[Stored data]
::::
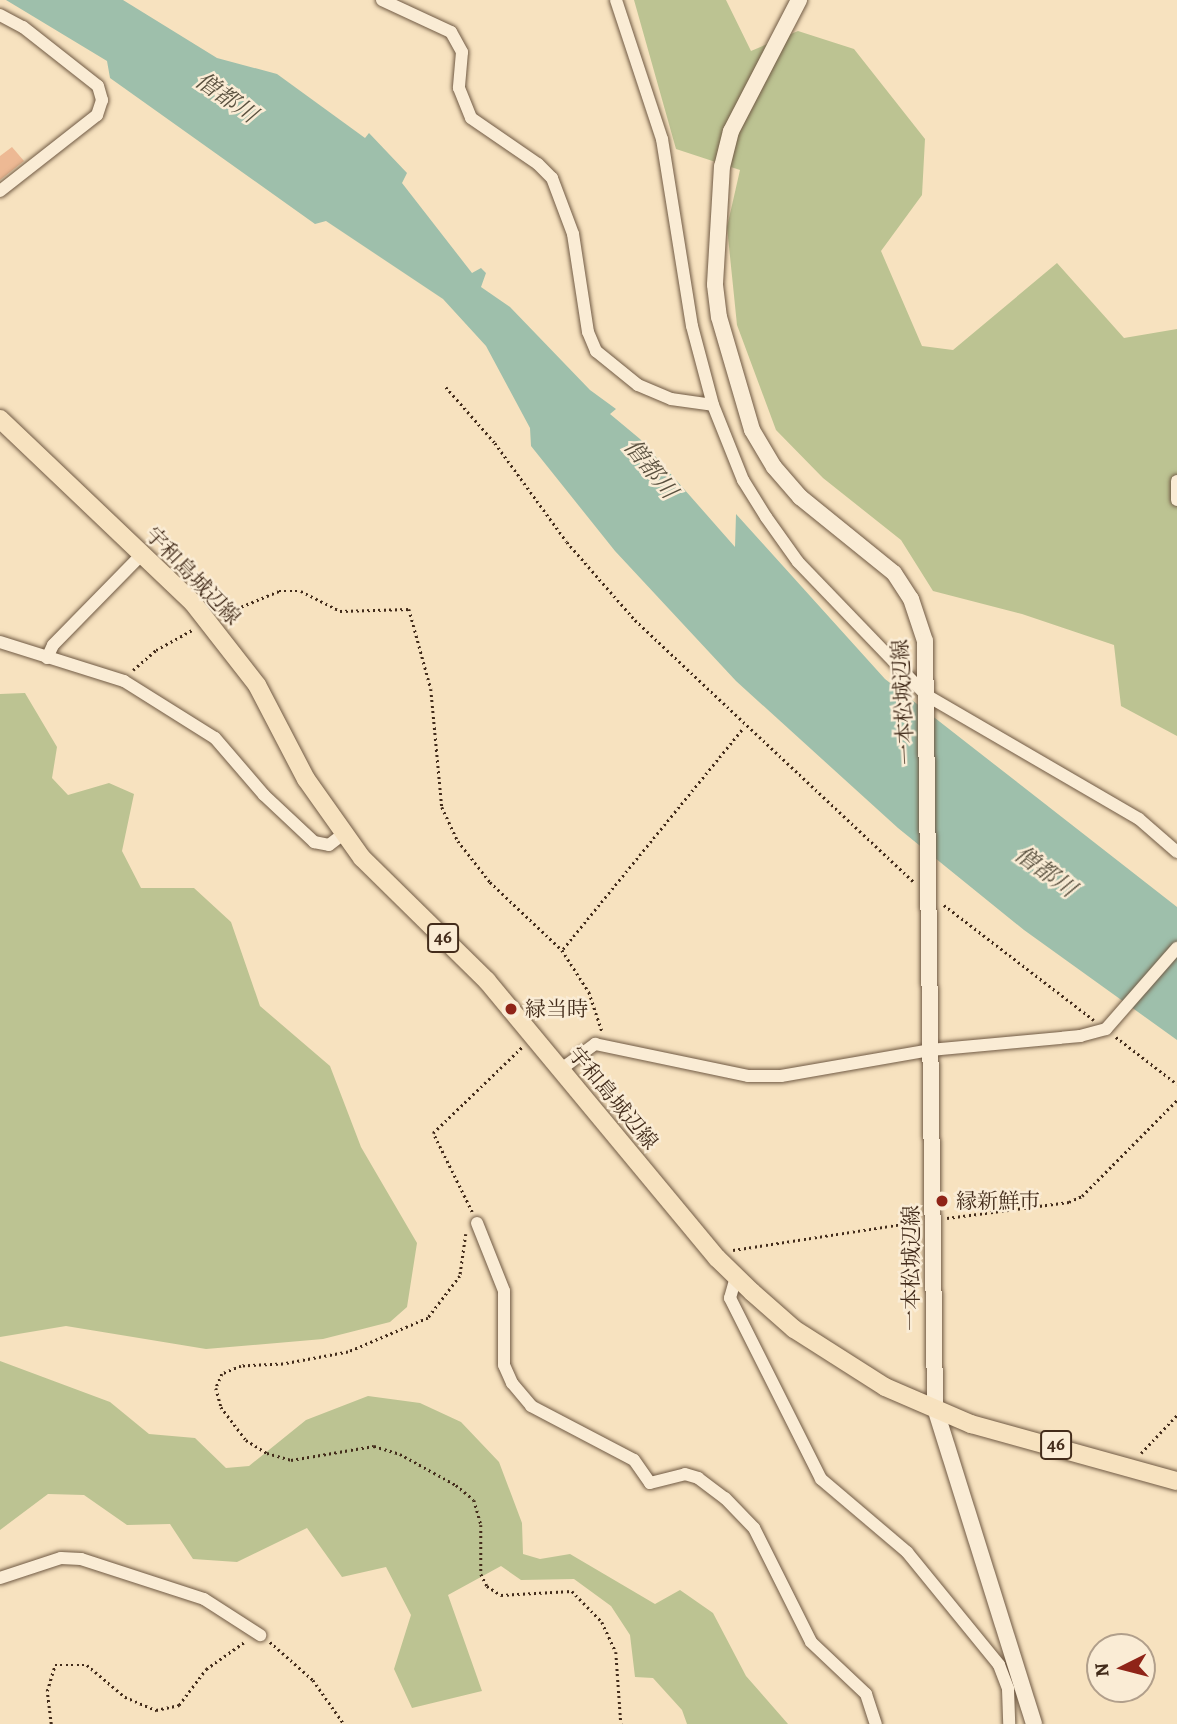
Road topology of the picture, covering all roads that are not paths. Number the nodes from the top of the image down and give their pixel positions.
1 (382, 0) edge
2 (616, 0) edge
3 (799, 0) edge
4 (0, 15) edge
5 (0, 191) edge
6 (713, 405) junction
7 (0, 419) edge
8 (1177, 481) edge
9 (1177, 500) edge
10 (141, 555) junction
11 (0, 642) edge
12 (47, 658) junction
13 (926, 695) junction
14 (344, 834) junction
15 (1177, 852) edge
16 (1177, 948) edge
17 (930, 1050) junction
18 (560, 1070) junction
19 (477, 1223) road end
20 (736, 1277) junction
21 (935, 1408) junction
22 (1177, 1480) edge
23 (0, 1578) edge
24 (260, 1635) road end
25 (876, 1724) edge
26 (1009, 1724) edge
27 (1034, 1724) edge

1 - 6 street
2 - 6 street
3 - 13 main road, 一本松城辺線
4 - 5 street
6 - 13 street
7 - 10 main road, 宇和島城辺線 / 46
8 - 9 street
10 - 12 street
10 - 14 main road, 宇和島城辺線 / 46
11 - 12 street
12 - 14 street
13 - 15 street
13 - 17 main road, 一本松城辺線
14 - 18 main road, 宇和島城辺線 / 46
16 - 17 street
17 - 18 street
17 - 21 main road, 一本松城辺線
18 - 20 main road, 宇和島城辺線 / 46
19 - 25 street
20 - 21 main road, 宇和島城辺線 / 46
20 - 26 street
21 - 22 main road, 宇和島城辺線 / 46
21 - 27 main road, 一本松城辺線
23 - 24 street

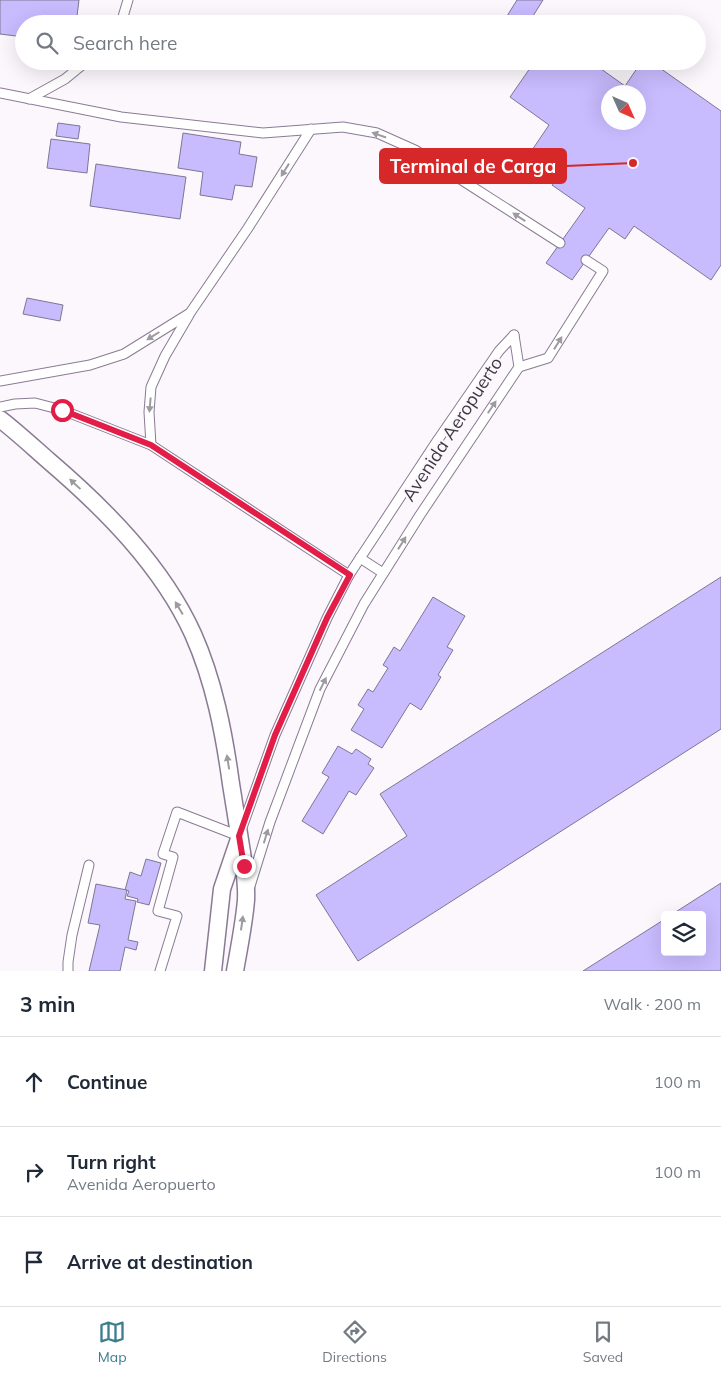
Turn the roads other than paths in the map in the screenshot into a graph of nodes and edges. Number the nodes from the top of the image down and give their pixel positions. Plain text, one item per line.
1 (128, 0) edge
2 (124, 15) edge
3 (76, 70) edge
4 (0, 93) edge
5 (29, 99) junction
6 (311, 129) junction
7 (560, 243) dead end
8 (586, 260) dead end
9 (190, 313) junction
10 (519, 367) junction
11 (0, 381) edge
12 (0, 407) edge
13 (0, 419) edge
14 (151, 445) junction
15 (360, 558) junction
16 (383, 573) junction
17 (350, 575) junction
18 (239, 836) junction
19 (89, 865) dead end
20 (246, 899) junction
21 (68, 971) edge
22 (160, 971) edge
23 (213, 971) edge
24 (235, 971) edge

1 - 2 lane
3 - 5 lane
4 - 5 lane
5 - 6 lane
7 -> 6 lane
6 -> 9 lane
10 -> 8 lane
9 -> 11 lane
9 -> 14 lane
10 - 15 lane, Avenida Aeropuerto
16 -> 10 lane, Avenida Aeropuerto
12 - 14 lane
18 -> 13 street, Avenida Aeropuerto
14 - 17 lane
15 - 16 lane
15 - 17 lane, Avenida Aeropuerto
20 -> 16 lane, Avenida Aeropuerto
17 - 18 lane, Avenida Aeropuerto
18 - 20 street, Avenida Aeropuerto
18 - 22 lane
18 - 23 street, Avenida Aeropuerto
19 - 21 lane
24 -> 20 street, Avenida Aeropuerto

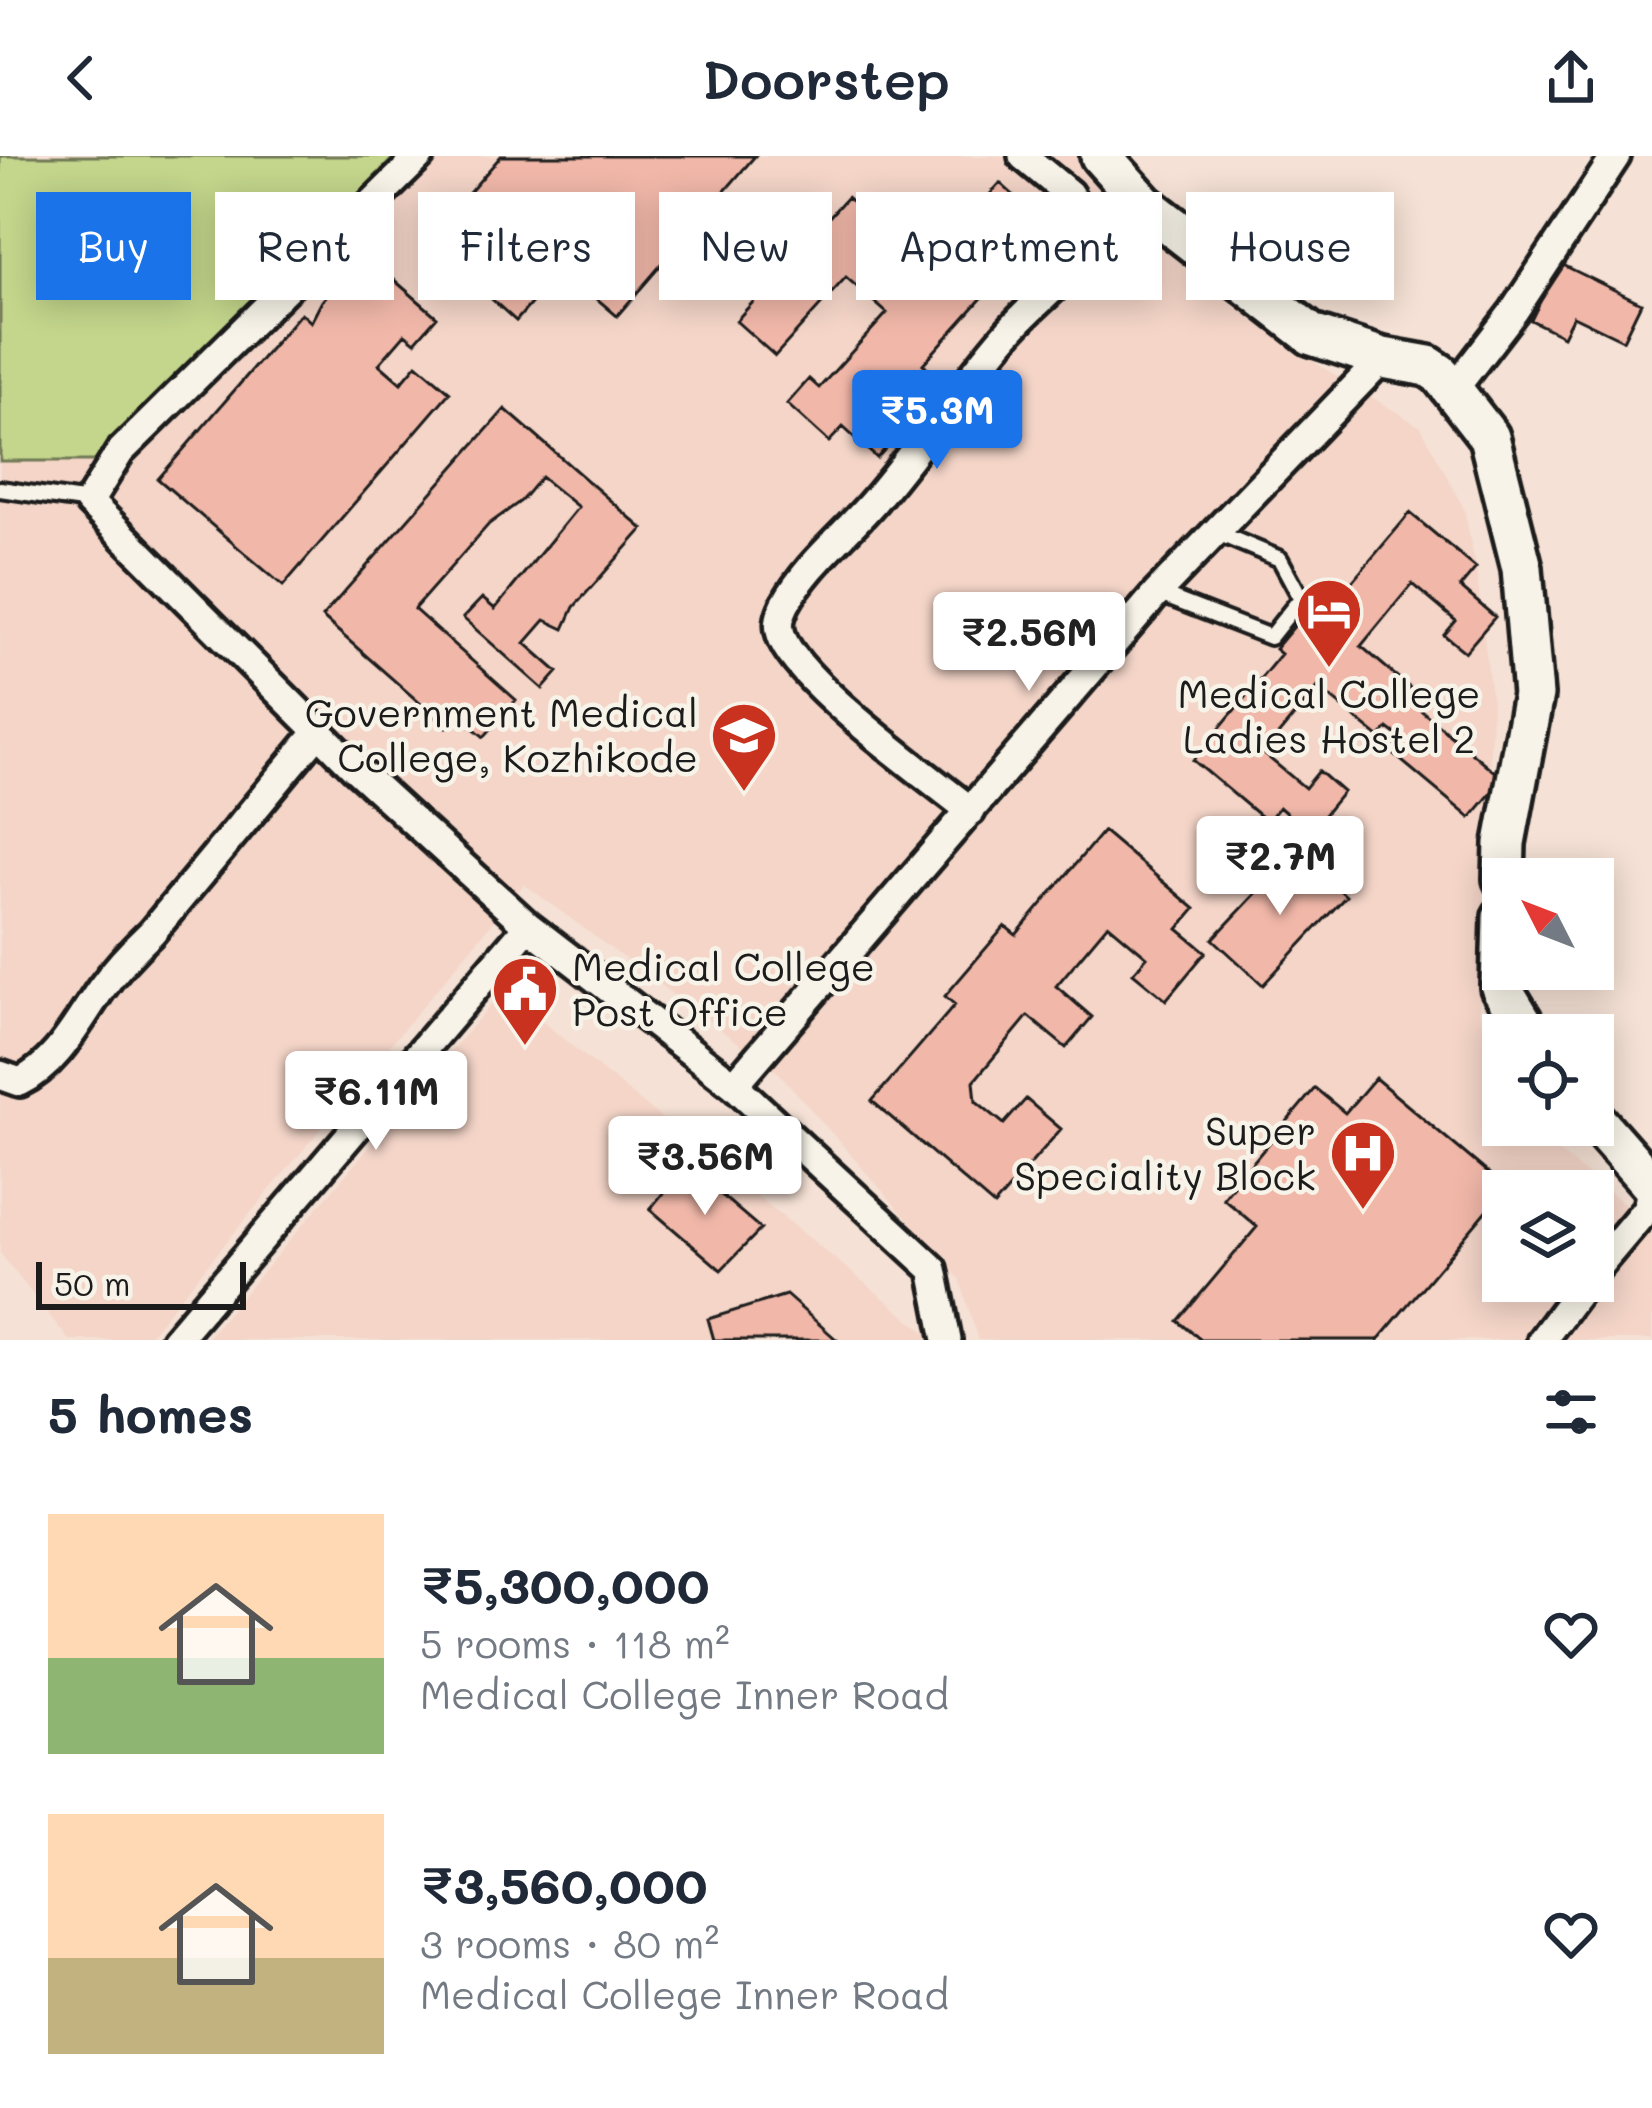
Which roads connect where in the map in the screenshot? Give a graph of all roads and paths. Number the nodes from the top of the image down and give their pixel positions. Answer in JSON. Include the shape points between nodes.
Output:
{"nodes":[{"id":1,"x":420,"y":156,"type":"edge"},
{"id":2,"x":1023,"y":156,"type":"edge"},
{"id":3,"x":1101,"y":156,"type":"edge"},
{"id":4,"x":1616,"y":156,"type":"edge"},
{"id":5,"x":1383,"y":358,"type":"junction"},
{"id":6,"x":1454,"y":389,"type":"junction"},
{"id":7,"x":0,"y":489,"type":"edge"},
{"id":8,"x":89,"y":502,"type":"junction"},
{"id":9,"x":1214,"y":531,"type":"junction"},
{"id":10,"x":1157,"y":593,"type":"junction"},
{"id":11,"x":318,"y":732,"type":"junction"},
{"id":12,"x":971,"y":811,"type":"junction"},
{"id":13,"x":1505,"y":858,"type":"edge"},
{"id":14,"x":528,"y":926,"type":"junction"},
{"id":15,"x":0,"y":1075,"type":"edge"},
{"id":16,"x":734,"y":1085,"type":"junction"},
{"id":17,"x":1614,"y":1142,"type":"edge"},
{"id":18,"x":1652,"y":1185,"type":"edge"},
{"id":19,"x":1614,"y":1248,"type":"edge"},
{"id":20,"x":1570,"y":1302,"type":"edge"},
{"id":21,"x":176,"y":1340,"type":"edge"},
{"id":22,"x":947,"y":1340,"type":"edge"},
{"id":23,"x":1542,"y":1340,"type":"edge"}],
"edges":[{"from":1,"to":8,"type":"street","via":[[120,452]]},
{"from":2,"to":12,"type":"street","via":[[1069,194],[1094,235],[1078,266],[1012,328],[826,550],[778,622],[799,663],[850,715]]},
{"from":3,"to":5,"type":"main road","via":[[1145,205],[1312,335]]},
{"from":4,"to":6,"type":"street"},
{"from":5,"to":6,"type":"main road","via":[[1428,366]]},
{"from":5,"to":9,"type":"street"},
{"from":6,"to":13,"type":"main road","via":[[1489,437],[1522,568],[1532,695]]},
{"from":7,"to":8,"type":"lane"},
{"from":8,"to":11,"type":"street"},
{"from":9,"to":10,"type":"street"},
{"from":9,"to":10,"type":"lane","via":[[1280,559],[1301,598],[1270,638]]},
{"from":10,"to":12,"type":"street"},
{"from":11,"to":14,"type":"street"},
{"from":11,"to":15,"type":"street","via":[[123,960],[59,1051],[20,1082]]},
{"from":12,"to":16,"type":"street"},
{"from":14,"to":16,"type":"street"},
{"from":14,"to":21,"type":"street"},
{"from":16,"to":22,"type":"street","via":[[933,1269]]},
{"from":17,"to":18,"type":"main road"},
{"from":18,"to":19,"type":"street","via":[[1647,1208]]},
{"from":20,"to":23,"type":"street"}]}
::::
What this task involves: Leave out every picture and copy the rest of the records exactly.

Response to the task:
Road topology of the picture, covering all roads that are not paths. Number the nodes from the top of the image down and give their pixel positions.
1 (382, 0) edge
2 (616, 0) edge
3 (799, 0) edge
4 (0, 15) edge
5 (0, 191) edge
6 (713, 405) junction
7 (0, 419) edge
8 (1177, 481) edge
9 (1177, 500) edge
10 (141, 555) junction
11 (0, 642) edge
12 (47, 658) junction
13 (926, 695) junction
14 (344, 834) junction
15 (1177, 852) edge
16 (1177, 948) edge
17 (930, 1050) junction
18 (560, 1070) junction
19 (477, 1223) road end
20 (736, 1277) junction
21 (935, 1408) junction
22 (1177, 1480) edge
23 (0, 1578) edge
24 (260, 1635) road end
25 (876, 1724) edge
26 (1009, 1724) edge
27 (1034, 1724) edge

1 - 6 street
2 - 6 street
3 - 13 main road, 一本松城辺線
4 - 5 street
6 - 13 street
7 - 10 main road, 宇和島城辺線 / 46
8 - 9 street
10 - 12 street
10 - 14 main road, 宇和島城辺線 / 46
11 - 12 street
12 - 14 street
13 - 15 street
13 - 17 main road, 一本松城辺線
14 - 18 main road, 宇和島城辺線 / 46
16 - 17 street
17 - 18 street
17 - 21 main road, 一本松城辺線
18 - 20 main road, 宇和島城辺線 / 46
19 - 25 street
20 - 21 main road, 宇和島城辺線 / 46
20 - 26 street
21 - 22 main road, 宇和島城辺線 / 46
21 - 27 main road, 一本松城辺線
23 - 24 street

Turn the roads other than paths in the map in the screenshot into a graph of nodes and edges. Number the nodes from the top of the image down and give their pixel positions. Plain text, one item per line.
1 (128, 0) edge
2 (124, 15) edge
3 (76, 70) edge
4 (0, 93) edge
5 (29, 99) junction
6 (311, 129) junction
7 (560, 243) dead end
8 (586, 260) dead end
9 (190, 313) junction
10 (519, 367) junction
11 (0, 381) edge
12 (0, 407) edge
13 (0, 419) edge
14 (151, 445) junction
15 (360, 558) junction
16 (383, 573) junction
17 (350, 575) junction
18 (239, 836) junction
19 (89, 865) dead end
20 (246, 899) junction
21 (68, 971) edge
22 (160, 971) edge
23 (213, 971) edge
24 (235, 971) edge

1 - 2 lane
3 - 5 lane
4 - 5 lane
5 - 6 lane
7 -> 6 lane
6 -> 9 lane
10 -> 8 lane
9 -> 11 lane
9 -> 14 lane
10 - 15 lane, Avenida Aeropuerto
16 -> 10 lane, Avenida Aeropuerto
12 - 14 lane
18 -> 13 street, Avenida Aeropuerto
14 - 17 lane
15 - 16 lane
15 - 17 lane, Avenida Aeropuerto
20 -> 16 lane, Avenida Aeropuerto
17 - 18 lane, Avenida Aeropuerto
18 - 20 street, Avenida Aeropuerto
18 - 22 lane
18 - 23 street, Avenida Aeropuerto
19 - 21 lane
24 -> 20 street, Avenida Aeropuerto

Which roads connect where in the map in the screenshot? Give a graph of all roads and paths. Number the nodes from the top of the image down and give their pixel positions. Answer in JSON. Include the shape points between nodes.
Output:
{"nodes":[{"id":1,"x":420,"y":156,"type":"edge"},
{"id":2,"x":1023,"y":156,"type":"edge"},
{"id":3,"x":1101,"y":156,"type":"edge"},
{"id":4,"x":1616,"y":156,"type":"edge"},
{"id":5,"x":1383,"y":358,"type":"junction"},
{"id":6,"x":1454,"y":389,"type":"junction"},
{"id":7,"x":0,"y":489,"type":"edge"},
{"id":8,"x":89,"y":502,"type":"junction"},
{"id":9,"x":1214,"y":531,"type":"junction"},
{"id":10,"x":1157,"y":593,"type":"junction"},
{"id":11,"x":318,"y":732,"type":"junction"},
{"id":12,"x":971,"y":811,"type":"junction"},
{"id":13,"x":1505,"y":858,"type":"edge"},
{"id":14,"x":528,"y":926,"type":"junction"},
{"id":15,"x":0,"y":1075,"type":"edge"},
{"id":16,"x":734,"y":1085,"type":"junction"},
{"id":17,"x":1614,"y":1142,"type":"edge"},
{"id":18,"x":1652,"y":1185,"type":"edge"},
{"id":19,"x":1614,"y":1248,"type":"edge"},
{"id":20,"x":1570,"y":1302,"type":"edge"},
{"id":21,"x":176,"y":1340,"type":"edge"},
{"id":22,"x":947,"y":1340,"type":"edge"},
{"id":23,"x":1542,"y":1340,"type":"edge"}],
"edges":[{"from":1,"to":8,"type":"street","via":[[120,452]]},
{"from":2,"to":12,"type":"street","via":[[1069,194],[1094,235],[1078,266],[1012,328],[826,550],[778,622],[799,663],[850,715]]},
{"from":3,"to":5,"type":"main road","via":[[1145,205],[1312,335]]},
{"from":4,"to":6,"type":"street"},
{"from":5,"to":6,"type":"main road","via":[[1428,366]]},
{"from":5,"to":9,"type":"street"},
{"from":6,"to":13,"type":"main road","via":[[1489,437],[1522,568],[1532,695]]},
{"from":7,"to":8,"type":"lane"},
{"from":8,"to":11,"type":"street"},
{"from":9,"to":10,"type":"street"},
{"from":9,"to":10,"type":"lane","via":[[1280,559],[1301,598],[1270,638]]},
{"from":10,"to":12,"type":"street"},
{"from":11,"to":14,"type":"street"},
{"from":11,"to":15,"type":"street","via":[[123,960],[59,1051],[20,1082]]},
{"from":12,"to":16,"type":"street"},
{"from":14,"to":16,"type":"street"},
{"from":14,"to":21,"type":"street"},
{"from":16,"to":22,"type":"street","via":[[933,1269]]},
{"from":17,"to":18,"type":"main road"},
{"from":18,"to":19,"type":"street","via":[[1647,1208]]},
{"from":20,"to":23,"type":"street"}]}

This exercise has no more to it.